Kao was cited for his 1966 discovery of how to transmit light over long distances via fiber-optic cables, which became the backbone of modern communication networks.

"With a fiber of purest glass it would be possible to transmit light signals over 100 kilometers, compared to only 20 meters for the fibers available in the 1960s," the citation said.

Boyle and Smith worked together to invent the charged-coupled device, or CCD, the eye of the digital camera found in everything from the cheapest point-and-shoot to delicate surgical instruments.

In its citation, the Academy said that Boyle and Smith "invented the first successful imaging technology using a digital sensor, a CCD."

It said that technology builds on Albert Einstein's discovery of the photoelectric effect, for which he was awarded the Nobel physics prize in 1921.

The two men, working at Bell Labs in New Jersey, designed an image sensor that could transform light into a large number of image points, or pixels, in a short time.

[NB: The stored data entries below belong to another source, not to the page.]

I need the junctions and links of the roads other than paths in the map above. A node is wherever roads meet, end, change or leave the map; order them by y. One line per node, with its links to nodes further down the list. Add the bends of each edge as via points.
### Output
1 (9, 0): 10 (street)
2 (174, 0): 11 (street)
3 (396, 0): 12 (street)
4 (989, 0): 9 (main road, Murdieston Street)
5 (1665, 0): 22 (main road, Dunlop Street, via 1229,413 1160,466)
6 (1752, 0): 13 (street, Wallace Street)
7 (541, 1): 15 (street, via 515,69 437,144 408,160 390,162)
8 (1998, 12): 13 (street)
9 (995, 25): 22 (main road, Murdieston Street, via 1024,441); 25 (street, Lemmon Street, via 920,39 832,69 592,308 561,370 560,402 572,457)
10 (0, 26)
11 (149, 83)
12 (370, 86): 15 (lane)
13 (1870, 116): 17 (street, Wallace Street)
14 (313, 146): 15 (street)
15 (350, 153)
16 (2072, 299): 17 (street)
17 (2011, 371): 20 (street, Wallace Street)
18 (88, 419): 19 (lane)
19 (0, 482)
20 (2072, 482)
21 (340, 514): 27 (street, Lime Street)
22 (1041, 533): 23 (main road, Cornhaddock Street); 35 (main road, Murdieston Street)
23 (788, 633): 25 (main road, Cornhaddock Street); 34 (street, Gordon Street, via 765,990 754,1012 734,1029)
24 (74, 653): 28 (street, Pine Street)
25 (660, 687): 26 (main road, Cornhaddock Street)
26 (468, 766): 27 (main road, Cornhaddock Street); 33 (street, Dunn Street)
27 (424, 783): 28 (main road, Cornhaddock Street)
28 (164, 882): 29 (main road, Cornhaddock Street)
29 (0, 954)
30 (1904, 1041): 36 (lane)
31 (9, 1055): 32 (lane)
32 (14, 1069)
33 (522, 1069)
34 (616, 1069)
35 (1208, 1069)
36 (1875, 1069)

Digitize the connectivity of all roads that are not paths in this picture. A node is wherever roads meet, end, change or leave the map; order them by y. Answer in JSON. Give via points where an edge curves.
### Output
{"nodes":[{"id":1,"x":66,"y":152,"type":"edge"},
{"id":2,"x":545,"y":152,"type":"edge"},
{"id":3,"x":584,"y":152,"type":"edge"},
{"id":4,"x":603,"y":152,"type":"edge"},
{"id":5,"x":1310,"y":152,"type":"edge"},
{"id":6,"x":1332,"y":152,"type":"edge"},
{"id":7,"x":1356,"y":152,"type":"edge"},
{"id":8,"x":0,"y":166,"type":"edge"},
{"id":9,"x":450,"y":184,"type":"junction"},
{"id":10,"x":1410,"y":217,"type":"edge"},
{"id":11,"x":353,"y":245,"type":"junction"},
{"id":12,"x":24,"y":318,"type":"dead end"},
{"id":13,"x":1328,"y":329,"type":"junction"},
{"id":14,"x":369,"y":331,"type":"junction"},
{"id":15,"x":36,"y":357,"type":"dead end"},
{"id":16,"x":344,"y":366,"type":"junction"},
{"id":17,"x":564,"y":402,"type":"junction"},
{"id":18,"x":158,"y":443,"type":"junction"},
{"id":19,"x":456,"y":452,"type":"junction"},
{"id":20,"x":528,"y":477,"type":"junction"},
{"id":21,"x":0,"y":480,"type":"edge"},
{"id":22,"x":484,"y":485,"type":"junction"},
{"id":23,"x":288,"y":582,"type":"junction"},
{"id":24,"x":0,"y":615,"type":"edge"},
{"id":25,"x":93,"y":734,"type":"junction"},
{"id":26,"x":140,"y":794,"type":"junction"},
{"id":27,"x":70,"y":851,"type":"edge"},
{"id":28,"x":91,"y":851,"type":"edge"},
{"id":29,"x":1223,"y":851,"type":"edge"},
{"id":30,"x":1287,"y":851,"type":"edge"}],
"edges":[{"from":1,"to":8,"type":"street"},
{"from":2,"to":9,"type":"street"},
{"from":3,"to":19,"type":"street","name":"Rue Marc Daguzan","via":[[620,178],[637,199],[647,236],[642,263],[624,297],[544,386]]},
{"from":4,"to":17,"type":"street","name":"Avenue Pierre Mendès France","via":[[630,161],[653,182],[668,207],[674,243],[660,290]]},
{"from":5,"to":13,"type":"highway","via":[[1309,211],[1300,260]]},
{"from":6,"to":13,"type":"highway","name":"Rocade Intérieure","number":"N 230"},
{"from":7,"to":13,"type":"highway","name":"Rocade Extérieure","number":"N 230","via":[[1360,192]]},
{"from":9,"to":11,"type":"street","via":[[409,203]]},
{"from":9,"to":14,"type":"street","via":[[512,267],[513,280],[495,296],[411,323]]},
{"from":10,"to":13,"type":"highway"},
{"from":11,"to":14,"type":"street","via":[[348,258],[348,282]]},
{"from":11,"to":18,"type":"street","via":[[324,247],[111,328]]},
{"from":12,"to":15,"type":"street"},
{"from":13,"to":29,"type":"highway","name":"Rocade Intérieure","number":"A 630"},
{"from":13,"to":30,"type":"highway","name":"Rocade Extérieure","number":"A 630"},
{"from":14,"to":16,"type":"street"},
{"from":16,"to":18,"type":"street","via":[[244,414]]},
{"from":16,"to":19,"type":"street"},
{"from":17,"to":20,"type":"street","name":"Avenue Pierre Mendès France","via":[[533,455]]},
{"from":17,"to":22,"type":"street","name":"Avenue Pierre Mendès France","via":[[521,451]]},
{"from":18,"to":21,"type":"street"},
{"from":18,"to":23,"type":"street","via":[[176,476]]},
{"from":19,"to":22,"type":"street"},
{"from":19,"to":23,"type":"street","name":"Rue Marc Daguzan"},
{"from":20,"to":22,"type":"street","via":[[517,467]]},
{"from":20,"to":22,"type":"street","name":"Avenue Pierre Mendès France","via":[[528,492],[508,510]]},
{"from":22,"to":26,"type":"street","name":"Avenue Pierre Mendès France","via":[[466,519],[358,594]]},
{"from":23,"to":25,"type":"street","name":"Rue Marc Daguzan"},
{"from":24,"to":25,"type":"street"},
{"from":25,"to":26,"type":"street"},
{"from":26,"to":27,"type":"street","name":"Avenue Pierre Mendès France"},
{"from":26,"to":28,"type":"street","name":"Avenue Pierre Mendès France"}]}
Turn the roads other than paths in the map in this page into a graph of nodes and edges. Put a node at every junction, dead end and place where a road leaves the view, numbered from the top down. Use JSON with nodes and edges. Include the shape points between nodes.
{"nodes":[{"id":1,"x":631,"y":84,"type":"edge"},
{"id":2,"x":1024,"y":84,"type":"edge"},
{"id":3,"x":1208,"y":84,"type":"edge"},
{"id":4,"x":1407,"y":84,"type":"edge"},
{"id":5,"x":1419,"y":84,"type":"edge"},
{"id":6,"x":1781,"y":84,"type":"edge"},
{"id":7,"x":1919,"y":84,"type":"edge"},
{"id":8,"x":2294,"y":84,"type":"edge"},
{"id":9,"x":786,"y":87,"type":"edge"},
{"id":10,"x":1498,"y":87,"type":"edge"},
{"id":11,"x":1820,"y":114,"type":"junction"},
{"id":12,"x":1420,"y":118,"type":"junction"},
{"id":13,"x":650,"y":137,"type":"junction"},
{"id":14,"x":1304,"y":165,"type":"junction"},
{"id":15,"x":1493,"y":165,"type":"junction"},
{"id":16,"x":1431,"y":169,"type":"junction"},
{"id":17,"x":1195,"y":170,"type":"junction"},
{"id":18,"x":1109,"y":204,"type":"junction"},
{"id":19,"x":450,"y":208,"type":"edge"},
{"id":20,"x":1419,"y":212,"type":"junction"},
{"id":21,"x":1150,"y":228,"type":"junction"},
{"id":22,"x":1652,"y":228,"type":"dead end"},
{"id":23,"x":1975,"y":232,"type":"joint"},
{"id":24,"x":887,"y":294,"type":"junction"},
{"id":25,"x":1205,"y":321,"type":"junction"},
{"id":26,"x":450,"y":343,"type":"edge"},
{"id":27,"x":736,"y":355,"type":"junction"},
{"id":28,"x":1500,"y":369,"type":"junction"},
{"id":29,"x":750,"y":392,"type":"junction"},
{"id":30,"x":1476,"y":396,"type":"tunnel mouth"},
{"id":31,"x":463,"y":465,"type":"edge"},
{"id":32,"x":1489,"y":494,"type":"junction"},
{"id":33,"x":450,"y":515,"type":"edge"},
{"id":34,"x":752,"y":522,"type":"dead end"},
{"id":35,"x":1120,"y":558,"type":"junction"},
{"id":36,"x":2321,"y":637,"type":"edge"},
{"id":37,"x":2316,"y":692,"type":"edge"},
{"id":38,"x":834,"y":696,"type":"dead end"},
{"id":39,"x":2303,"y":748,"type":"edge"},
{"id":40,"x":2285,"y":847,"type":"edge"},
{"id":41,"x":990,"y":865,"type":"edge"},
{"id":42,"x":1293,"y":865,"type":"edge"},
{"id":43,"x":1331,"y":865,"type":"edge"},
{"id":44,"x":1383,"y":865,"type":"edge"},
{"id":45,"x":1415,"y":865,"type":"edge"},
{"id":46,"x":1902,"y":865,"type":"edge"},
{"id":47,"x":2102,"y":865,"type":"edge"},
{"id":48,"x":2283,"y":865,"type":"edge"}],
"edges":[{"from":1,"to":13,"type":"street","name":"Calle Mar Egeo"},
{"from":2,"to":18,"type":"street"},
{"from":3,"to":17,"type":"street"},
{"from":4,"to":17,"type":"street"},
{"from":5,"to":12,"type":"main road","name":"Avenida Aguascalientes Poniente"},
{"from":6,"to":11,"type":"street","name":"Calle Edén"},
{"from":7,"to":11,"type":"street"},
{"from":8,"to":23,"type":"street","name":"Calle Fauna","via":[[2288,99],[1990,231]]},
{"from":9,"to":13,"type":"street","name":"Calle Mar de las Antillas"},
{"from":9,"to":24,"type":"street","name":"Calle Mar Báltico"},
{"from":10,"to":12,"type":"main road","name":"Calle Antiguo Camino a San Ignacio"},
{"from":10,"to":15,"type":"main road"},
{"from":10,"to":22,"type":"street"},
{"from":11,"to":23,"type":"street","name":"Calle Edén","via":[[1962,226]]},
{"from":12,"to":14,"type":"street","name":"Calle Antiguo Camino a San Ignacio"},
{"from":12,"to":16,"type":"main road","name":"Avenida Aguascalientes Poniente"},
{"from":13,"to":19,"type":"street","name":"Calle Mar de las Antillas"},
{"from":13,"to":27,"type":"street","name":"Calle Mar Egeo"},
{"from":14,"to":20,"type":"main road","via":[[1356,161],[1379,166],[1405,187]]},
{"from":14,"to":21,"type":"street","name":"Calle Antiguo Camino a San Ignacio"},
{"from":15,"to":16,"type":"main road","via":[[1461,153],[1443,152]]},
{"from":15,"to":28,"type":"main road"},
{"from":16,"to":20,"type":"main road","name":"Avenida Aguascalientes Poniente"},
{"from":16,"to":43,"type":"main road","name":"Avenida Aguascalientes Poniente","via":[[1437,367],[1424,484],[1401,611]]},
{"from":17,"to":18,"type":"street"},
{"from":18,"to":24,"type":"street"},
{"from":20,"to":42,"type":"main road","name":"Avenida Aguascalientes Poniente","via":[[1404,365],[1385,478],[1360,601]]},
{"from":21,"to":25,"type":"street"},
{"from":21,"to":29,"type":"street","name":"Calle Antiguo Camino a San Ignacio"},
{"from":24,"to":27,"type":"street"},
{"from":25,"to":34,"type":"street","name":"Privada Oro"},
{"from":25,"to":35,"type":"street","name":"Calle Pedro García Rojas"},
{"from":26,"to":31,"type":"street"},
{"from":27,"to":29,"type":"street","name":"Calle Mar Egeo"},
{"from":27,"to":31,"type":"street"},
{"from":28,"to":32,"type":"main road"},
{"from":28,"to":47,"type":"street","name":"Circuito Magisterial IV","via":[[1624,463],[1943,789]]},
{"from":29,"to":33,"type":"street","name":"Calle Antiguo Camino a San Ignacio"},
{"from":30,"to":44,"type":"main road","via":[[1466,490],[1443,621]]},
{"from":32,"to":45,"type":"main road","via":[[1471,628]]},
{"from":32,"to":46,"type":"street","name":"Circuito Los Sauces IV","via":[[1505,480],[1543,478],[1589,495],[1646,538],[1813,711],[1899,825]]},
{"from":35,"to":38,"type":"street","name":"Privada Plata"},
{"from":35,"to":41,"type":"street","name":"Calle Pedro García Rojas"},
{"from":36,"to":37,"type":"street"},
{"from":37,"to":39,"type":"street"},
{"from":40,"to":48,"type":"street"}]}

"It revolutionized photography, as light could now be captured electronically instead of on film," the Academy said. "Without the CCD, the development of digital cameras would have taken a slower course. Without CCD, we would not have seen the astonishing images of space taken by the Hubble space telescope, or the images of the red desert on our neighboring planet Mars."

Boyle said he is reminded of his work "when I ... see everybody using our little digital cameras, everywhere. Although they don't use exactly our CCD, it started it all." But he said the biggest achievement resulting from his work was the images of Mars being transmitted back to Earth.